Ninguna herramienta de IA cubre hoy el flujo completo de moda y lifestyle, de la idea a la publicación. Quien promete que sí, vende una solución incompleta con otro nombre. Esto no es una opinión de marca: es donde ha llegado el consenso del sector. Cada herramienta resuelve bien una fase y peor el resto, y montar un stack con criterio, no una única suscripción, es lo que separa un flujo de trabajo profesional de uno improvisado.
Esto se comprueba en la práctica una y otra vez. La IA de imagen sigue fallando con tejidos complejos: transparencias, bordados, brillos. El resultado depende sobre todo de las variables que se le dan a la herramienta (tejido, caída, fornituras, color con referencia), no solo de cuál se elige. Y la decisión entre fotografía tradicional e IA cambia según el caso concreto, no según una preferencia fija por una tecnología. Esta pieza une esos tres puntos: así se ve un stack completo, fase por fase.
- IDEACIÓN Aquí el objetivo es volumen de conceptos, no fidelidad de producto todavía. Herramientas de generación de imagen exploratoria y moodboards permiten probar direcciones de estilo, paleta y composición rápido y barato, antes de comprometer tiempo de producción en ninguna. Es la fase donde más margen hay para equivocarse sin coste, así que es también donde menos sentido tiene exigirle precisión de prenda a la herramienta.
- PRODUCCIÓN Aquí es donde entra la imagen de producto final: prueba virtual sobre modelo, generación a partir de una prenda real o de una muestra, con el nivel de criterio de brief que ya trabajamos en el artículo dedicado a eso. Esta es la fase donde más se nota si el brief está bien construido, y donde conviene decidir, siguiendo los criterios del artículo de fotografía o IA, si esa referencia concreta pide fotografía tradicional, IA o ambas.
- RETOQUE La imagen generada rara vez sale lista para publicar directamente, igual que tampoco lo hace una foto tradicional sin editar.
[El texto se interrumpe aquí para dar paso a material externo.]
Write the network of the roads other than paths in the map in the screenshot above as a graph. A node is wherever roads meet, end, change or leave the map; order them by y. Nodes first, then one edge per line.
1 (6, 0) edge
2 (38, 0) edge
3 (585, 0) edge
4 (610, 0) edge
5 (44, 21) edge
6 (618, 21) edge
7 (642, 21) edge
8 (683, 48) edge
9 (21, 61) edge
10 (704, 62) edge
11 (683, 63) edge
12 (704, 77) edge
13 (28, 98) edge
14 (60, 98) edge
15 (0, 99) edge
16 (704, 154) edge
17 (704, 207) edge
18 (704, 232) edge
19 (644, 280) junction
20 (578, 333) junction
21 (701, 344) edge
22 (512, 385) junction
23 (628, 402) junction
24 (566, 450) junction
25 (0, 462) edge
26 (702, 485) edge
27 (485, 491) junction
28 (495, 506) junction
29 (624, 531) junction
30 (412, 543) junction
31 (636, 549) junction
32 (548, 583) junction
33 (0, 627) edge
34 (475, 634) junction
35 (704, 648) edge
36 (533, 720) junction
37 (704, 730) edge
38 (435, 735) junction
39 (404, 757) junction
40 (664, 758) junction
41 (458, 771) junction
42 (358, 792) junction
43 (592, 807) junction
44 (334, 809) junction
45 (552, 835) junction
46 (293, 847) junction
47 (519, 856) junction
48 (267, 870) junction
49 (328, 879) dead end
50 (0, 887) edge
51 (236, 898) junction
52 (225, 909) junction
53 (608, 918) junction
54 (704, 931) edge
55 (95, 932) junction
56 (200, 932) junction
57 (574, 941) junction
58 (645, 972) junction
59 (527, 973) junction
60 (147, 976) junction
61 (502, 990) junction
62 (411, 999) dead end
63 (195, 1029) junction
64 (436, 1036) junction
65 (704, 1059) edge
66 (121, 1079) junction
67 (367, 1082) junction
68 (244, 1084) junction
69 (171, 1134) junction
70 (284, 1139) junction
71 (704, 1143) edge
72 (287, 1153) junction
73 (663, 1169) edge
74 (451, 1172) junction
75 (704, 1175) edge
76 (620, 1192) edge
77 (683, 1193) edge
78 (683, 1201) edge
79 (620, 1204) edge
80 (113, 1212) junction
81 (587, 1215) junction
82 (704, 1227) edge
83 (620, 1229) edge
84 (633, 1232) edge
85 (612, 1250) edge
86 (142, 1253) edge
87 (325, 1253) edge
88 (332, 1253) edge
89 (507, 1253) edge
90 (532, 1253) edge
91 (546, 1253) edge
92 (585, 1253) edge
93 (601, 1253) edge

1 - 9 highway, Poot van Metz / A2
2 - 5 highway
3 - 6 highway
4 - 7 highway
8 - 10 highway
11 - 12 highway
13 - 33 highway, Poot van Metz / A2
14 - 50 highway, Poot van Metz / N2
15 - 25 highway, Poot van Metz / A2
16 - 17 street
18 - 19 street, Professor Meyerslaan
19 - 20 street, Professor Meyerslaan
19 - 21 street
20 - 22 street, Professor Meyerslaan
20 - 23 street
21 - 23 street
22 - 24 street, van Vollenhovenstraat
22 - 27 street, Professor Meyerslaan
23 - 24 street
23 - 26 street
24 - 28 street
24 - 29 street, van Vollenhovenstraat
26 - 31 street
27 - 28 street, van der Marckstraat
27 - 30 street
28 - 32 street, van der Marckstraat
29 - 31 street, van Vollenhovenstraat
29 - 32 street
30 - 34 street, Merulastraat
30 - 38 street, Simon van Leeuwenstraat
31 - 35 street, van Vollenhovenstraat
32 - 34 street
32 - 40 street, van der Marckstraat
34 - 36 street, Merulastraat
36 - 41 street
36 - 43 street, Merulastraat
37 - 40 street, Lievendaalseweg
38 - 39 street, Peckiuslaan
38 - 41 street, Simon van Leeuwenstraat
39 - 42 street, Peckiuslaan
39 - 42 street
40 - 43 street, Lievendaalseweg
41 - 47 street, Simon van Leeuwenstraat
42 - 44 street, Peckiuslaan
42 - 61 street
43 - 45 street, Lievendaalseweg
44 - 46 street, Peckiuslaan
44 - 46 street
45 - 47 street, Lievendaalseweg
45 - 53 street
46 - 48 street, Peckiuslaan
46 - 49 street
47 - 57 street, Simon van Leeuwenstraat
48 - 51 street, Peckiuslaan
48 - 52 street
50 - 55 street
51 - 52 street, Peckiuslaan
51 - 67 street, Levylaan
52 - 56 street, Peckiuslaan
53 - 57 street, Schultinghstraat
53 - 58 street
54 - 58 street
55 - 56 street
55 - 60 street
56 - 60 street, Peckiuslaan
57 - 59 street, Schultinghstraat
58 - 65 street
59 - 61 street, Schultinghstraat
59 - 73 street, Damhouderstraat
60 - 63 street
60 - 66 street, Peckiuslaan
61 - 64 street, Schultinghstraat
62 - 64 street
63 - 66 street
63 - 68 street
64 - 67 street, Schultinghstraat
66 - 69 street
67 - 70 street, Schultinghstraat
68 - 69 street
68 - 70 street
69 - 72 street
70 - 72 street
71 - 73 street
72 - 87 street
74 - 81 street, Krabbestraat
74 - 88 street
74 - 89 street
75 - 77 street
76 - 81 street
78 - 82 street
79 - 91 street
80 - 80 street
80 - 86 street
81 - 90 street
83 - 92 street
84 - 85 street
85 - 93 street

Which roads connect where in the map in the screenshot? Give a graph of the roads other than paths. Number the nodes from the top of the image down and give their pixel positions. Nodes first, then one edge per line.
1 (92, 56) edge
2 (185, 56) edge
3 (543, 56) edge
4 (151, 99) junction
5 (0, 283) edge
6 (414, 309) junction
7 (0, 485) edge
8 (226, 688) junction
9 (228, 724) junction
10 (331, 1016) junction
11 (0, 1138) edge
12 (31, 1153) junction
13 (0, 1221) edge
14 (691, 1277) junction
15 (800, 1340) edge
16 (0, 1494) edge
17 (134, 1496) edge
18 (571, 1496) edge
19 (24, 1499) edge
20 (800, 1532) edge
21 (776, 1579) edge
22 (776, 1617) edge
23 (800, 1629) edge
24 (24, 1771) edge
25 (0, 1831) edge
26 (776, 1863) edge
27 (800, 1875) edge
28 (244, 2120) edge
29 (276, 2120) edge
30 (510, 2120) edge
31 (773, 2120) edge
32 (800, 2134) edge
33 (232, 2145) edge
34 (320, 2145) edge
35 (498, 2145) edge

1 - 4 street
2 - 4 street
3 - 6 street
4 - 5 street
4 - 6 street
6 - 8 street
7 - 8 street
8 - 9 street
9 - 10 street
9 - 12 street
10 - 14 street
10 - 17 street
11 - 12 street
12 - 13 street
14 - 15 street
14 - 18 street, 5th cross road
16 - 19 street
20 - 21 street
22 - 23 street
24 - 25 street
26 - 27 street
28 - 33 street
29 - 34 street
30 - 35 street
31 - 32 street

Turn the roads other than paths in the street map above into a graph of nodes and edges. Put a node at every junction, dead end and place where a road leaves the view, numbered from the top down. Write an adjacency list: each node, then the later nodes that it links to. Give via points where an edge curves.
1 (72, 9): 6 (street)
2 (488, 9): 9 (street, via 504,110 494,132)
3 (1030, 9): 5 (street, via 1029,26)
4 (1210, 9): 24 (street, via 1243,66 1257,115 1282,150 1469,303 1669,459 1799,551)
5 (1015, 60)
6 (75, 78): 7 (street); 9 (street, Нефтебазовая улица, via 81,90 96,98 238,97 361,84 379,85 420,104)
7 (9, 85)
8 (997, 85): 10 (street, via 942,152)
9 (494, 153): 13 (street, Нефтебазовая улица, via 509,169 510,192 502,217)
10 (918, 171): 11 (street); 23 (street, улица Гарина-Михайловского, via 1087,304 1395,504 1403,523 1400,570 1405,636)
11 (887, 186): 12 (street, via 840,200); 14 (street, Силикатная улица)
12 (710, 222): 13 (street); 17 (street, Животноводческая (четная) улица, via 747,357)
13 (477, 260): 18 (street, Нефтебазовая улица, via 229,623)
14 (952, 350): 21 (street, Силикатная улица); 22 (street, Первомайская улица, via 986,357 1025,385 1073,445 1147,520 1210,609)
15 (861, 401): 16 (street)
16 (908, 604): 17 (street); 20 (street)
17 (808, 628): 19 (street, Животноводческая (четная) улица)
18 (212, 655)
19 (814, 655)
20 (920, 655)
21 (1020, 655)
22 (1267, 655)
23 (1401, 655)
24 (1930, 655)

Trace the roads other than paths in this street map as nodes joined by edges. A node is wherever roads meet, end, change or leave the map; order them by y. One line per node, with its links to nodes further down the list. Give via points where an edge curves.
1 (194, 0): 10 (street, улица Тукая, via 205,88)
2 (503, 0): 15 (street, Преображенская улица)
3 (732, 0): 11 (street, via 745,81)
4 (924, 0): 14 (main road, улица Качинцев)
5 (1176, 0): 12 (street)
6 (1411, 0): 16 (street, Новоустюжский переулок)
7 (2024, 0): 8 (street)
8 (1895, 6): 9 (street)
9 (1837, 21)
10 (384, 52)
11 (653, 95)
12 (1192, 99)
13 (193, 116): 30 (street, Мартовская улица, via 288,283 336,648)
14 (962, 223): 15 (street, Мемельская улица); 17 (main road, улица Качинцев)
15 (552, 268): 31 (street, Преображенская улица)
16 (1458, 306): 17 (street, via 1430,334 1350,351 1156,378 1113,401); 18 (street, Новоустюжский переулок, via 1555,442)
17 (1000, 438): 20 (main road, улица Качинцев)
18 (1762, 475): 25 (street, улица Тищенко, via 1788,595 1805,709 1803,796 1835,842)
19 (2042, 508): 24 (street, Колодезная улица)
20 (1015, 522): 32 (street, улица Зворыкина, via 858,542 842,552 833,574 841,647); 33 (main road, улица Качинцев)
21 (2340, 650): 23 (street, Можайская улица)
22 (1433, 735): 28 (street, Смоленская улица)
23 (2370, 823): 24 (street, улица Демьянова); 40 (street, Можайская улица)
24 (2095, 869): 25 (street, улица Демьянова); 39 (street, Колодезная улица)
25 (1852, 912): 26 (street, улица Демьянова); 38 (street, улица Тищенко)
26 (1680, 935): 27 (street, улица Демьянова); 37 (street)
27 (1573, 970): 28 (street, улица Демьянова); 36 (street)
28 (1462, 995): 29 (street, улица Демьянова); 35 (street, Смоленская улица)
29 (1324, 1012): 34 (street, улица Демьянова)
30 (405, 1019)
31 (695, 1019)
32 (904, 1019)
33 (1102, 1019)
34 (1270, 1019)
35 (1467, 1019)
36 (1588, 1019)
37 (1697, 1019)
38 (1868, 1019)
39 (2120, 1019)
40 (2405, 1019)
Corrección de color, alineación de estampado, limpieza de detalle y escalado de resolución siguen siendo un paso aparte, con herramientas de retoque que no son las mismas que generaron la imagen. Tratar la generación como el paso final, sin esta fase, es donde más se nota una imagen sin trabajar.
- VÍDEO Animar la imagen fija es la última pieza del flujo, y como vimos en el artículo dedicado a esto, tampoco aquí hay un modelo único que gane en todo: la elección depende de si el plano necesita física de tela, narrativa editorial, concepto de campaña o volumen social. El criterio de esa elección es el mismo que rige todo el stack: qué necesita este plano en concreto, no qué herramienta es la más nueva.
Ninguna de estas cuatro fases la resuelve la misma herramienta igual de bien. Quien monta su stack pensando en «una app para todo» acaba forzando la herramienta fuera de lo que hace bien, y el resultado se nota, sobre todo en las piezas de mayor complejidad material. El stack profesional no es una herramienta, es una secuencia de herramientas elegidas fase por fase, con criterio para saber cuándo cambiar de una a otra.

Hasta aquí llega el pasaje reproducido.